▶ The records:
|---|

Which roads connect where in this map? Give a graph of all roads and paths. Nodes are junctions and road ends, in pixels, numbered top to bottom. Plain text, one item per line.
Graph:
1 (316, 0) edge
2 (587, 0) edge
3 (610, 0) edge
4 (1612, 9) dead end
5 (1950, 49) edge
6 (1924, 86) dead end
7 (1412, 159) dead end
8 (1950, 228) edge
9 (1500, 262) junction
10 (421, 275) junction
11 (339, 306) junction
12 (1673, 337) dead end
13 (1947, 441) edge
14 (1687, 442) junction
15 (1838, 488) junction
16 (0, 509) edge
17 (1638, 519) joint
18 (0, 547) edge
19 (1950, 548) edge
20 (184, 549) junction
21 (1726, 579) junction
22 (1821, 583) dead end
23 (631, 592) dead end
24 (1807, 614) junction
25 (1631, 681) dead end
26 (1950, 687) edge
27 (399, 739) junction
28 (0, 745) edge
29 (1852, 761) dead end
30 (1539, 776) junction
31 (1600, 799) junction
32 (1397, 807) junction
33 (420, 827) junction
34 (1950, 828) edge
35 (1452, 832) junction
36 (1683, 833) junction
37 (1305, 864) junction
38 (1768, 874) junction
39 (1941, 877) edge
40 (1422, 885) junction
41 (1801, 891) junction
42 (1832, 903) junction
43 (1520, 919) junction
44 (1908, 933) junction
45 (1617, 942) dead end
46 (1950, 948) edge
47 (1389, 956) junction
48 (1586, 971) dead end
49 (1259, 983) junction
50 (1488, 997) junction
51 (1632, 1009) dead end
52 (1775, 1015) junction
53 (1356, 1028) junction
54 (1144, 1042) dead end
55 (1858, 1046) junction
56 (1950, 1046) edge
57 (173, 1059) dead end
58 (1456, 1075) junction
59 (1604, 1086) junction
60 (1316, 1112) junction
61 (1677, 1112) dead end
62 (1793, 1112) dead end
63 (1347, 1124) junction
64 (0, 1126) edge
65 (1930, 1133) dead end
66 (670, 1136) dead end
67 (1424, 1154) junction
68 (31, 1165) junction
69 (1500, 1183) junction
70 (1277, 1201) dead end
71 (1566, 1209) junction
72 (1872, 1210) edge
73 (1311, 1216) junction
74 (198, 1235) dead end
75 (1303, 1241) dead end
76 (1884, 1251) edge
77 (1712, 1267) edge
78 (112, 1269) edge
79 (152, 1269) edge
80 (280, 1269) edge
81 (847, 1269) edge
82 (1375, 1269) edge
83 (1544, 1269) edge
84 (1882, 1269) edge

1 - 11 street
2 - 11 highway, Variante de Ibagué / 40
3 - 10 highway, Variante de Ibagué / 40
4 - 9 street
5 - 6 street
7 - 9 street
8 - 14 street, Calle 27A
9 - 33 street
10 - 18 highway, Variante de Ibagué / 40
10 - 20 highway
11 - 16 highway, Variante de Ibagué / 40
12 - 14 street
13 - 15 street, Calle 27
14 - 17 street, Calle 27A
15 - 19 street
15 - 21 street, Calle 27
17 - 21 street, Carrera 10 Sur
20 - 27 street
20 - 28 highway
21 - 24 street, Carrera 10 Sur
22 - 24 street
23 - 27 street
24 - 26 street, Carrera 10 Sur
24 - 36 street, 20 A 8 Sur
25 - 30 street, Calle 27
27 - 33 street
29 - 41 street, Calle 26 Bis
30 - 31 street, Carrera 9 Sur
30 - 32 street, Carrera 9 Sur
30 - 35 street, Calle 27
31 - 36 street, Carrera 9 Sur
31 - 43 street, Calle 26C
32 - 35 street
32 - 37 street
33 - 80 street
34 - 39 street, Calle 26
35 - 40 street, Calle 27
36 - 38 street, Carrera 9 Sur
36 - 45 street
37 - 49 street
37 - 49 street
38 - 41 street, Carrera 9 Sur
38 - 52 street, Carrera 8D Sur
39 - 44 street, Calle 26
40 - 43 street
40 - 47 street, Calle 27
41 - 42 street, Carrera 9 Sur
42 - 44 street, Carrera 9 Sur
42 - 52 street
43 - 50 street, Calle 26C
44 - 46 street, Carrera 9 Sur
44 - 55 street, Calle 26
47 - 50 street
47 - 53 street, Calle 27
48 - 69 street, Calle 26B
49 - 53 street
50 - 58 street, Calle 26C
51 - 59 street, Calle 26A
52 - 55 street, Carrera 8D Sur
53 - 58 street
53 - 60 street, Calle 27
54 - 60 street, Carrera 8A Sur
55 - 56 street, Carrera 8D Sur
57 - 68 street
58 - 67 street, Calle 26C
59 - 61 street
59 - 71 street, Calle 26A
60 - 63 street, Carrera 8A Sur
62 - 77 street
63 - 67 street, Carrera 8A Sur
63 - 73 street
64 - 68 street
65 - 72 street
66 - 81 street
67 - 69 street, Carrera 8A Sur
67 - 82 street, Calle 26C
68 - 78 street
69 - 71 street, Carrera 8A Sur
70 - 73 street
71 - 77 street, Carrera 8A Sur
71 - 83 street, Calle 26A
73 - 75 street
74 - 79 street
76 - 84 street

|---|

Would you copy out all the entries above without changing a single character?

Which roads connect where in this map? Give a graph of all roads and paths. Nodes are junctions and road ends, in pixels, numbered top to bottom. Plain text, one item per line.
Graph:
1 (316, 0) edge
2 (587, 0) edge
3 (610, 0) edge
4 (1612, 9) dead end
5 (1950, 49) edge
6 (1924, 86) dead end
7 (1412, 159) dead end
8 (1950, 228) edge
9 (1500, 262) junction
10 (421, 275) junction
11 (339, 306) junction
12 (1673, 337) dead end
13 (1947, 441) edge
14 (1687, 442) junction
15 (1838, 488) junction
16 (0, 509) edge
17 (1638, 519) joint
18 (0, 547) edge
19 (1950, 548) edge
20 (184, 549) junction
21 (1726, 579) junction
22 (1821, 583) dead end
23 (631, 592) dead end
24 (1807, 614) junction
25 (1631, 681) dead end
26 (1950, 687) edge
27 (399, 739) junction
28 (0, 745) edge
29 (1852, 761) dead end
30 (1539, 776) junction
31 (1600, 799) junction
32 (1397, 807) junction
33 (420, 827) junction
34 (1950, 828) edge
35 (1452, 832) junction
36 (1683, 833) junction
37 (1305, 864) junction
38 (1768, 874) junction
39 (1941, 877) edge
40 (1422, 885) junction
41 (1801, 891) junction
42 (1832, 903) junction
43 (1520, 919) junction
44 (1908, 933) junction
45 (1617, 942) dead end
46 (1950, 948) edge
47 (1389, 956) junction
48 (1586, 971) dead end
49 (1259, 983) junction
50 (1488, 997) junction
51 (1632, 1009) dead end
52 (1775, 1015) junction
53 (1356, 1028) junction
54 (1144, 1042) dead end
55 (1858, 1046) junction
56 (1950, 1046) edge
57 (173, 1059) dead end
58 (1456, 1075) junction
59 (1604, 1086) junction
60 (1316, 1112) junction
61 (1677, 1112) dead end
62 (1793, 1112) dead end
63 (1347, 1124) junction
64 (0, 1126) edge
65 (1930, 1133) dead end
66 (670, 1136) dead end
67 (1424, 1154) junction
68 (31, 1165) junction
69 (1500, 1183) junction
70 (1277, 1201) dead end
71 (1566, 1209) junction
72 (1872, 1210) edge
73 (1311, 1216) junction
74 (198, 1235) dead end
75 (1303, 1241) dead end
76 (1884, 1251) edge
77 (1712, 1267) edge
78 (112, 1269) edge
79 (152, 1269) edge
80 (280, 1269) edge
81 (847, 1269) edge
82 (1375, 1269) edge
83 (1544, 1269) edge
84 (1882, 1269) edge

1 - 11 street
2 - 11 highway, Variante de Ibagué / 40
3 - 10 highway, Variante de Ibagué / 40
4 - 9 street
5 - 6 street
7 - 9 street
8 - 14 street, Calle 27A
9 - 33 street
10 - 18 highway, Variante de Ibagué / 40
10 - 20 highway
11 - 16 highway, Variante de Ibagué / 40
12 - 14 street
13 - 15 street, Calle 27
14 - 17 street, Calle 27A
15 - 19 street
15 - 21 street, Calle 27
17 - 21 street, Carrera 10 Sur
20 - 27 street
20 - 28 highway
21 - 24 street, Carrera 10 Sur
22 - 24 street
23 - 27 street
24 - 26 street, Carrera 10 Sur
24 - 36 street, 20 A 8 Sur
25 - 30 street, Calle 27
27 - 33 street
29 - 41 street, Calle 26 Bis
30 - 31 street, Carrera 9 Sur
30 - 32 street, Carrera 9 Sur
30 - 35 street, Calle 27
31 - 36 street, Carrera 9 Sur
31 - 43 street, Calle 26C
32 - 35 street
32 - 37 street
33 - 80 street
34 - 39 street, Calle 26
35 - 40 street, Calle 27
36 - 38 street, Carrera 9 Sur
36 - 45 street
37 - 49 street
37 - 49 street
38 - 41 street, Carrera 9 Sur
38 - 52 street, Carrera 8D Sur
39 - 44 street, Calle 26
40 - 43 street
40 - 47 street, Calle 27
41 - 42 street, Carrera 9 Sur
42 - 44 street, Carrera 9 Sur
42 - 52 street
43 - 50 street, Calle 26C
44 - 46 street, Carrera 9 Sur
44 - 55 street, Calle 26
47 - 50 street
47 - 53 street, Calle 27
48 - 69 street, Calle 26B
49 - 53 street
50 - 58 street, Calle 26C
51 - 59 street, Calle 26A
52 - 55 street, Carrera 8D Sur
53 - 58 street
53 - 60 street, Calle 27
54 - 60 street, Carrera 8A Sur
55 - 56 street, Carrera 8D Sur
57 - 68 street
58 - 67 street, Calle 26C
59 - 61 street
59 - 71 street, Calle 26A
60 - 63 street, Carrera 8A Sur
62 - 77 street
63 - 67 street, Carrera 8A Sur
63 - 73 street
64 - 68 street
65 - 72 street
66 - 81 street
67 - 69 street, Carrera 8A Sur
67 - 82 street, Calle 26C
68 - 78 street
69 - 71 street, Carrera 8A Sur
70 - 73 street
71 - 77 street, Carrera 8A Sur
71 - 83 street, Calle 26A
73 - 75 street
74 - 79 street
76 - 84 street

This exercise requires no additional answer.